Endocrine disorders commonly present as either hormone excess (hyper-states) or deficiency (hypo-states), requiring careful clinical assessment and targeted investigations. Examples include hyperthyroidism (e.g., Grave's disease) and hypothyroidism (e.g., Hashimoto's thyroiditis), diabetes mellitus (Type 1, Type 2), and adrenal disorders like Cushing's syndrome (cortisol excess) or Addison's disease (cortisol deficiency). Understanding the feedback loops is vital for localising the pathology (e.g., primary adrenal insufficiency vs. secondary pituitary insufficiency). Red flags include Addisonian crisis (life-threatening adrenal insufficiency), diabetic ketoacidosis (DKA), myxoedema coma, and thyroid storm – all requiring immediate recognition and management. Always consider endocrine causes for unexplained weight changes, fatigue, mood disturbances, or electrolyte imbalances.

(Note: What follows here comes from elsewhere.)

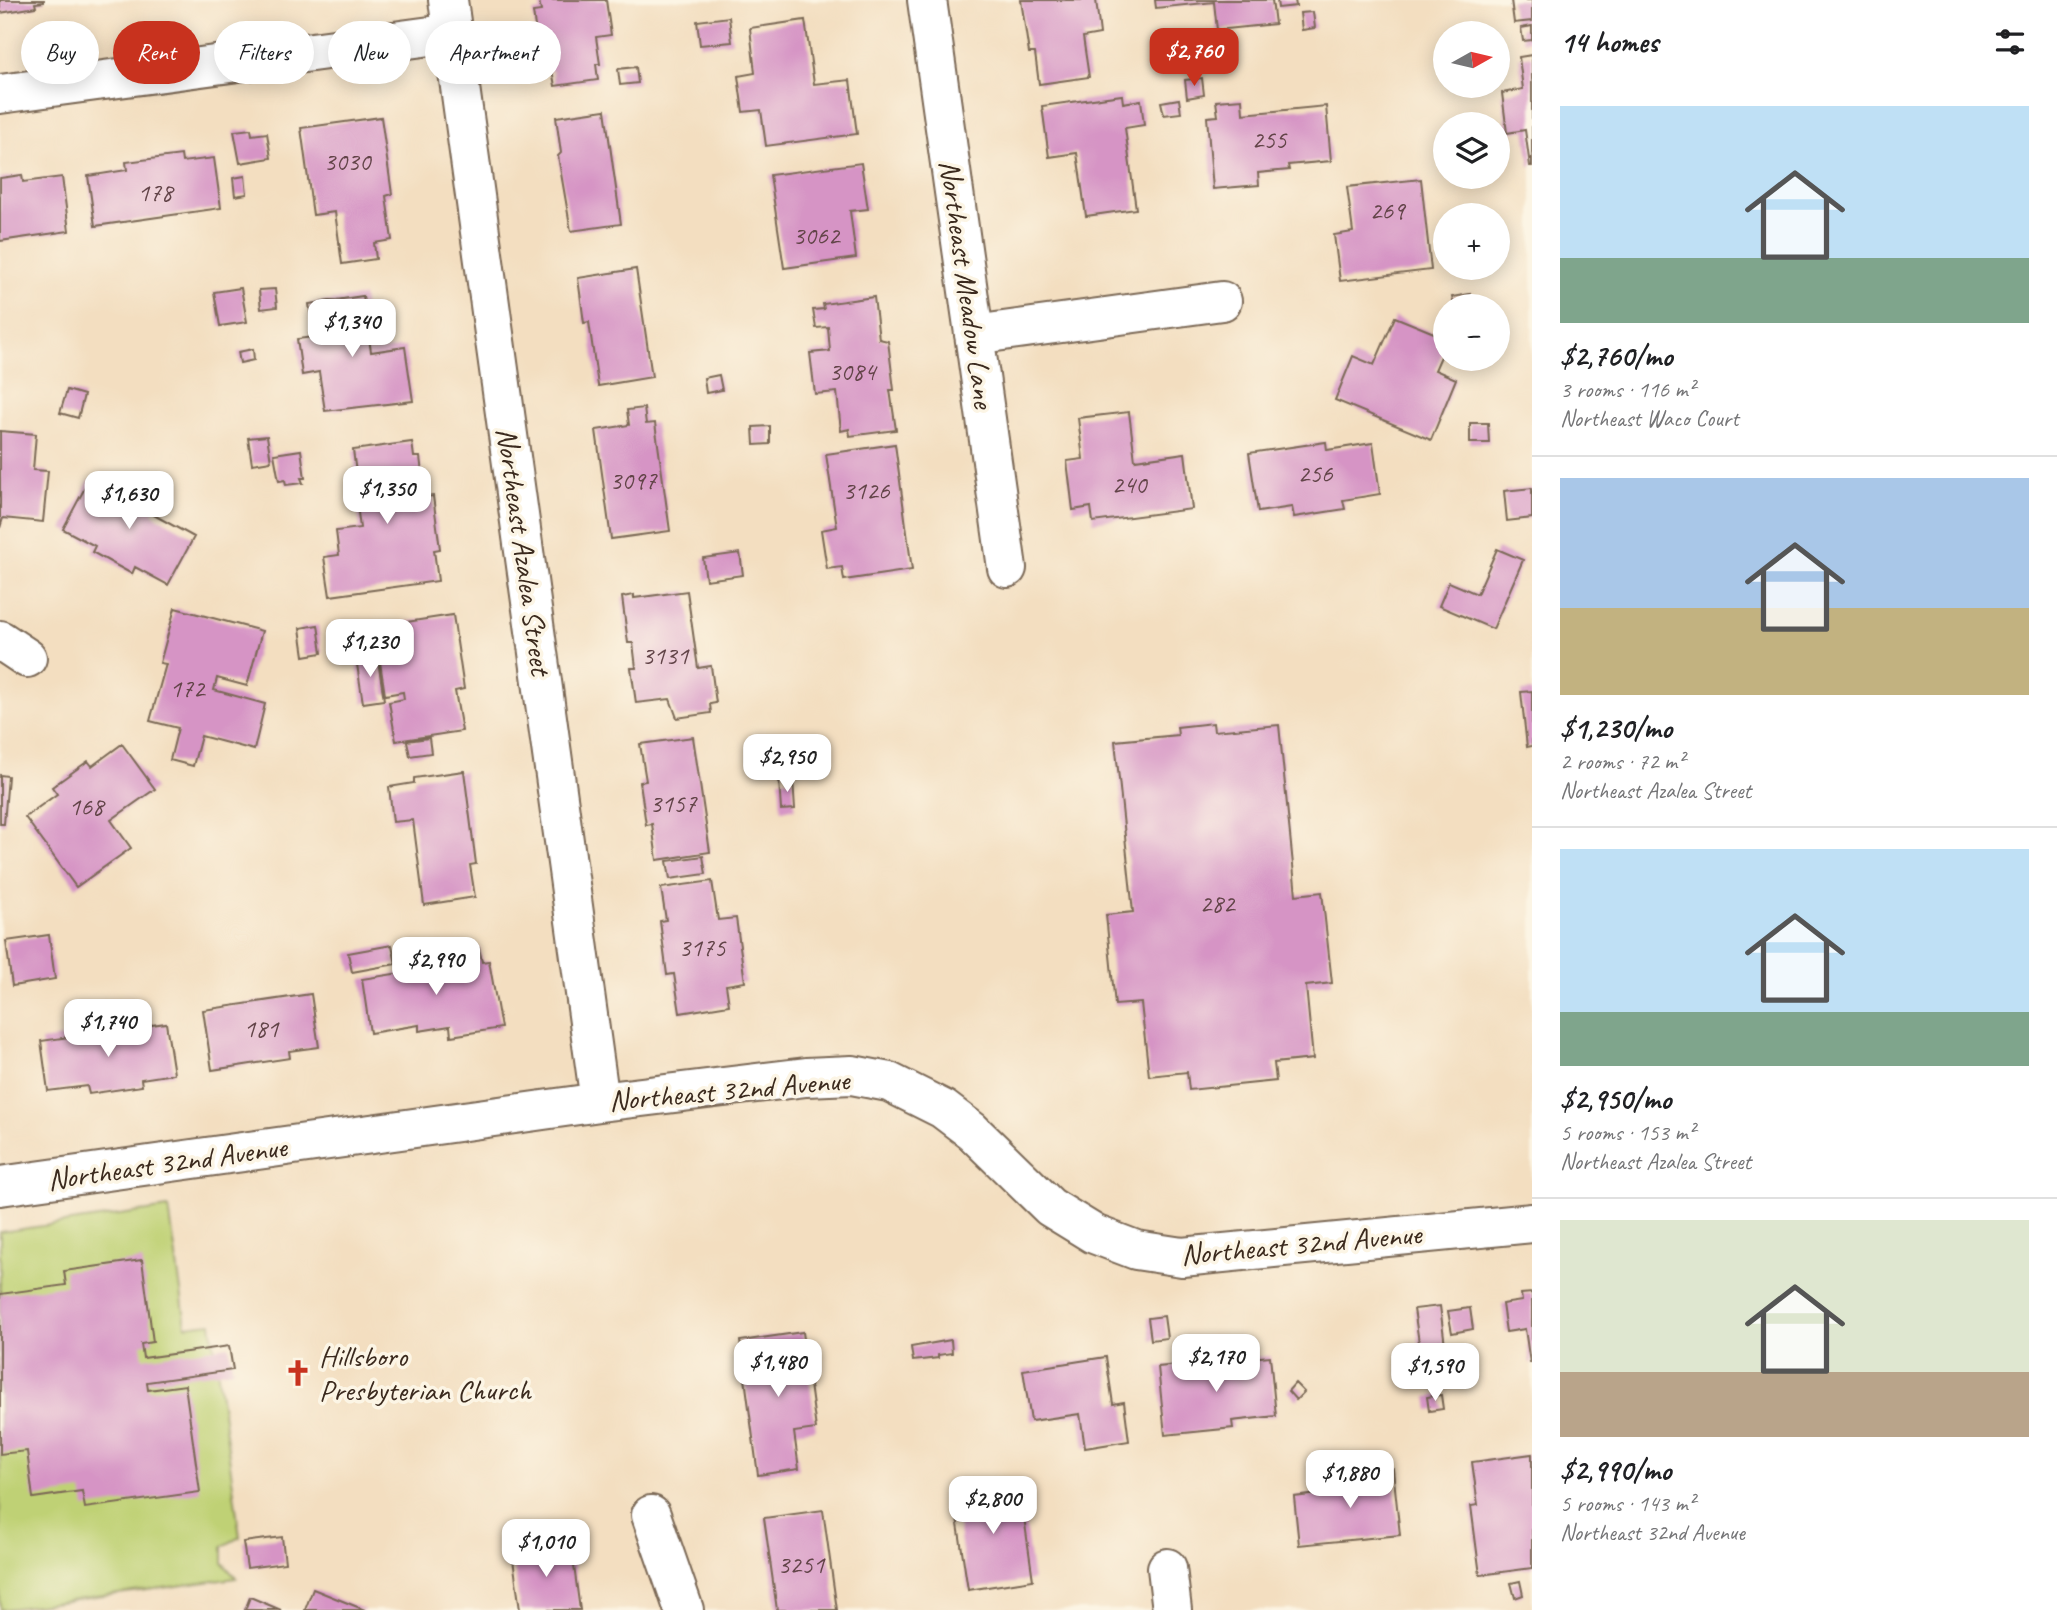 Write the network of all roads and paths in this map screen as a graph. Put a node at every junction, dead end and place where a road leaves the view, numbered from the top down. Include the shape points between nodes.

Initial endocrine investigations often involve measuring basal hormone levels (e.g., TSH and free T4 for thyroid function, morning cortisol for adrenal function, HbA1c for glucose control). However, dynamic testing is frequently required to confirm diagnoses and pinpoint the lesion:
- **Suppression tests:** e.g., Dexamethasone suppression test for Cushing's syndrome (failure to suppress cortisol suggests pathology).
- **Stimulation tests:** e.g., Synacthen (ACTH) stimulation test for Addison's disease (failure of cortisol to rise suggests adrenal insufficiency); GnRH stimulation test for hypogonadism.
- **Imaging:** Once biochemical evidence suggests a lesion, imaging is used for localisation. MRI is preferred for pituitary pathology (e.g., adenomas in the sella turcica), while CT is used for adrenal masses. Ultrasound is key for thyroid nodules and parathyroid adenomas.

Management strategies depend on whether there is a hormone deficiency or excess. Hormone deficiencies are typically managed with replacement therapy (e.g., levothyroxine for hypothyroidism, insulin for Type 1 diabetes, hydrocortisone for adrenal insufficiency). Hormone excesses often require medications to inhibit hormone synthesis (e.g., carbimazole for hyperthyroidism), block receptor action (e.g., spironolactone for hyperaldosteronism), or surgical removal of the overactive gland/tumour (e.g., thyroidectomy, adrenalectomy, pituitary adenoma resection). Long-term management involves careful titration of medications, regular monitoring of biochemical parameters, and managing associated symptoms and complications to improve patient quality of life.